Wednesday, December 30, 2009

Bishops criticize Senate version of healthcare bill on abortion, conscience rights and coverage of immigrants

"Required to pay for other people's abortions"



When Congress reconvenes early next year to reconcile differences between the House and Senate versions of pending federal healthcare legislation, U.S. bishops say they want the final measure to be more like the House bill than the one adopted by the Senate on Christmas Eve. 

The day after the Senate voted 60-40 along party lines to end debate on the Reid Amendment, which incorporated a so-called compromise on federal abortion funding into the Senate bill, three bishops signed a letter to legislators calling the Senate bill "deficient" and in need of "essential changes." 

In a Dec. 22 news release by the U.S. Conference of Catholic Bishops, Cardinal Daniel DiNardo of Galveston-Houston, chair of the Committee on Pro-Life Activities; Bishop William Murphy of Rockville Centre, New York, chair of the Committee on Domestic Justice and Human Development; and Bishop John Wester of Salt Lake City, chair of the Committee on Migration, cited specific defects in the Senate bill. 

According to the bishops, the Senate measure "violates the longstanding federal policy against the use of federal funds for elective abortions and health plans that include such abortions -- a policy upheld in all health programs covered by the Hyde Amendment as well as in the Children's Health Insurance Program, the Federal Employees Health Benefits Program -- and now in the House-passed 'Affordable Health Care for America Act.'" 

"They said that the health care bill passed by the House of Representatives 'keeps in place the longstanding and widely supported federal policy against government funding of elective abortions and plans that include elective abortions' and 'ensures that where federal funds are involved, people are not required to pay for other people's abortions,'" said the USCCB news release. "The Senate bill does not maintain this commitment." 

Under provisions of the Senate version, "federal funds will help subsidize, and in some cases a federal agency will facilitate and promote, health plans that cover elective abortions," the bishops said. "All purchasers of such plans will be required to pay for other people's abortions in a very direct and explicit way, through a separate premium payment designed solely to pay for abortion.

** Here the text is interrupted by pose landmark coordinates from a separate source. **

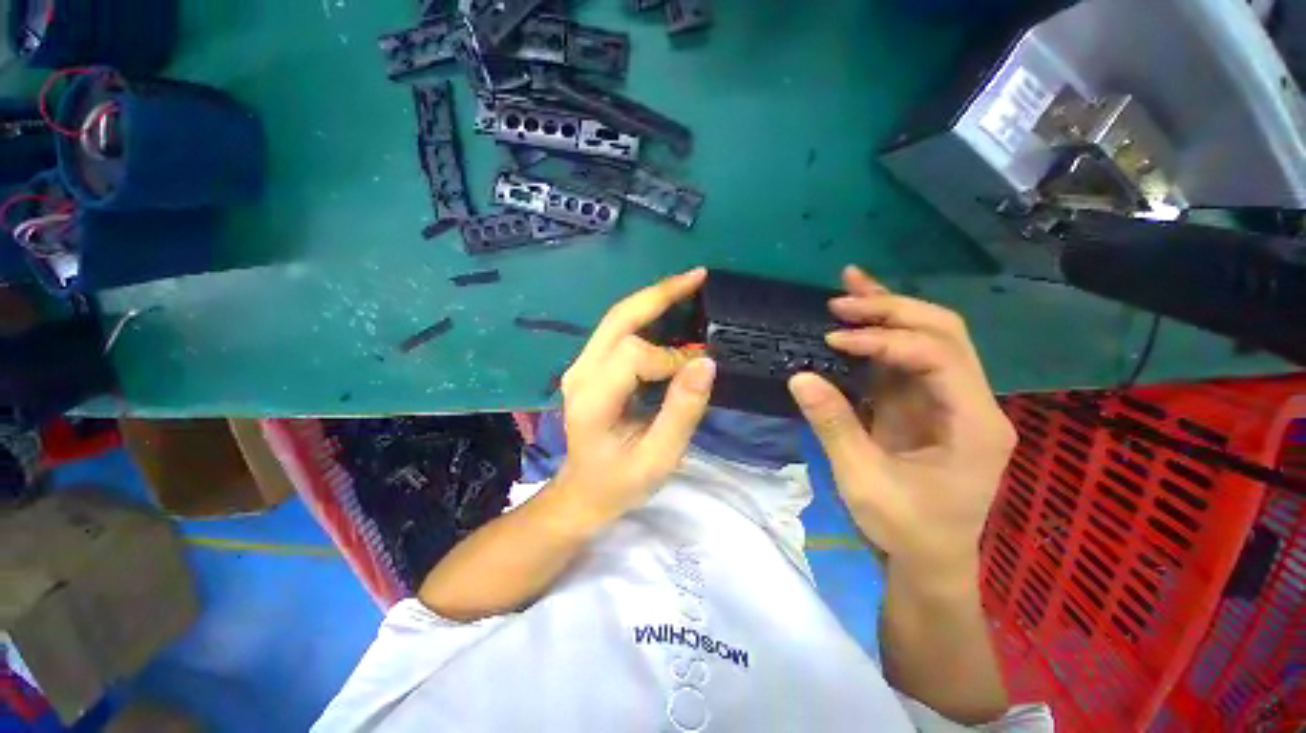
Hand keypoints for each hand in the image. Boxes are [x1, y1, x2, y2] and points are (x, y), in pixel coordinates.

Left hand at [554, 268, 716, 526]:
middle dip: (661, 294)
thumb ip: (682, 411)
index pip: (633, 353)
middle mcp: (580, 372)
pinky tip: (673, 309)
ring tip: (692, 285)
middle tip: (700, 277)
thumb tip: (707, 361)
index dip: (671, 358)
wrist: (583, 493)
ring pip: (617, 318)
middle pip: (619, 318)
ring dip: (654, 298)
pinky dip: (647, 315)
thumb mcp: (659, 458)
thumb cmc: (620, 483)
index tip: (696, 376)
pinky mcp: (589, 366)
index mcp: (592, 398)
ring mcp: (580, 366)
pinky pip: (618, 330)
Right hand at [788, 266, 1015, 586]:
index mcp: (977, 425)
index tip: (839, 338)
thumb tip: (800, 376)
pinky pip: (926, 363)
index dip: (887, 340)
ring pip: (939, 339)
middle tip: (845, 302)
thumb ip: (837, 426)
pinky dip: (896, 340)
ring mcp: (970, 403)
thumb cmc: (908, 533)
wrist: (934, 564)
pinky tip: (867, 316)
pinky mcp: (951, 408)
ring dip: (896, 314)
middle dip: (895, 311)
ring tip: (851, 288)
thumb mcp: (867, 485)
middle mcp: (983, 404)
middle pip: (947, 333)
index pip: (939, 356)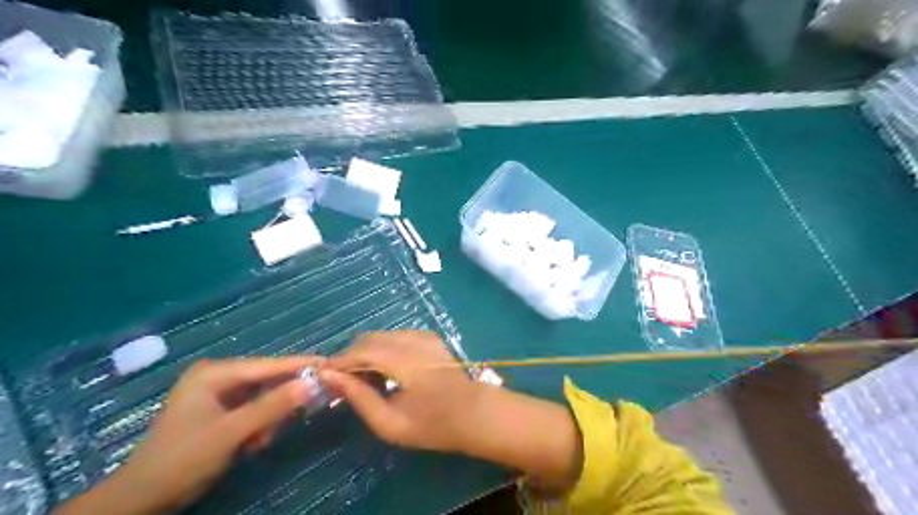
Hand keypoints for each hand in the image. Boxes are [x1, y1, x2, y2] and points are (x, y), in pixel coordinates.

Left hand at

There is no provision for individuals to opt out of this abortion payment in federally subsidized plans, so people will be required by law to pay for other people's abortions." 

The Senate bill "also continues to fall short of the House-passed bill in preventing governmental discrimination against health care providers that decline involvement in abortion," the bishops said, and "includes no conscience protection allowing Catholic and other institutions to provide and purchase health coverage consistent with their moral and religious convictions on other procedures." 

The bishops also faulted the legislation for its failure to include immigrants, calling on Congress to pass a bill that covers "all immigrants, regardless of status" and allowing them "to be able purchase a health insurance plan with their own money," said the USCCB release.